Extension and magmatism across the Suwanee Suture and South Georgia Basin from the SUGAR seismic refraction experiment
Abstract:The South Georgia Basin was at the center of the most recent sequence of continental collision and rifting events to shape eastern North America. It is the largest of the failed Mesozoic rift basins that formed during the breakup of Pangea, and it straddles the Suwannee Suture, the only well-defined remnant of the Alleghenian suture that joined North America and Gondwana. The South Georgia Basin also lies at the center of the Central Atlantic Magmatic Province (CAMP). It is thus an excellent location to examine the importance of magmatism and pre-existing structures on continental extension.
Here we present preliminary results from the SUwanee Suture and GA Rift basin (SUGAR) project, an active-source seismic refraction project to image the crustal structure across these features. In March 2014, we acquired data along SUGAR Line 1, a ~325-km-long, NW-SE oriented profile that crossed the Suwanee Suture and western part of South Georgia Basin. The profile was densely instrumented with 1193 single-channel RekTek 125A seismographs (“Texans”) spaced at ~250 m. The sources were 100 to 1800 lb shots spaced at ~20-50 km. In August 2015, we will acquire data along SUGAR Lines 2 and 3. SUGAR Line 2 is a ~450-km-long profile spanning the eastern part of the South Georgia Basin and two possible locations for the Suwanee Suture. We will deploy 1983 “Texans” spaced at 250 m and detonate seventeen 400 to 1600 lb shots spaced at ~16-50 km. SUGAR Line 3 targets the Brunswick magnetic anomaly; we plan to instrument a 100-km-long profile with 700 Texans spaced at 150 m and eleven 200 lb shots spaced at ~10 km. Over 68 students participated in field work for SUGAR.

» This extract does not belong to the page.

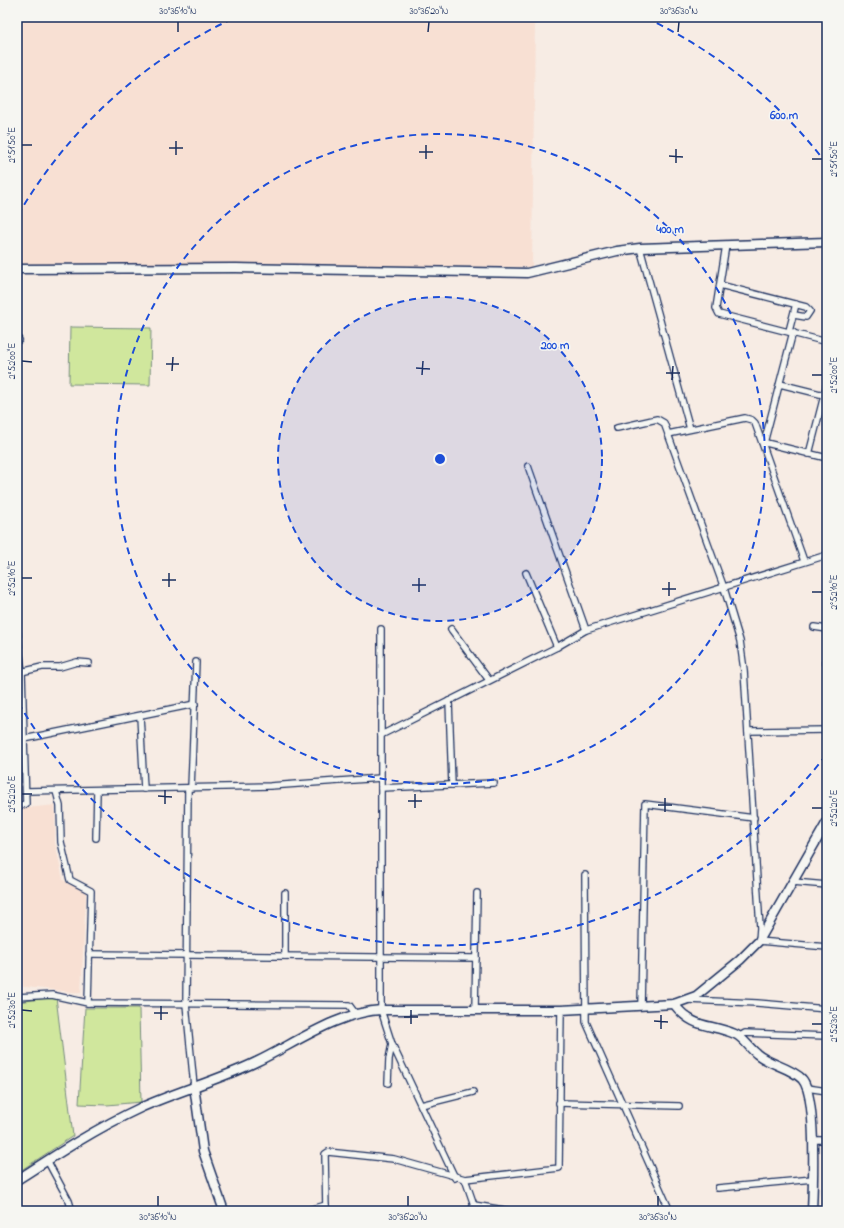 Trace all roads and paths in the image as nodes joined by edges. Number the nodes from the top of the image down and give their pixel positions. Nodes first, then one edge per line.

Preliminary models of SUGAR Line 1 indicate that the crust thins to ~33 km beneath the South Georgia Basin. Anomalously high lower crustal velocities occur beneath the basin in the area of the greatest crustal thinning and may represent mafic intrusions from CAMP/synrift magmatism. We will present initial velocity models of Lines 1 and 2 and discuss their implications for along-strike variations in the style of rifting, the volume and distribution of magmatism, and the location of the suture and its control on later tectonic and magmatic events.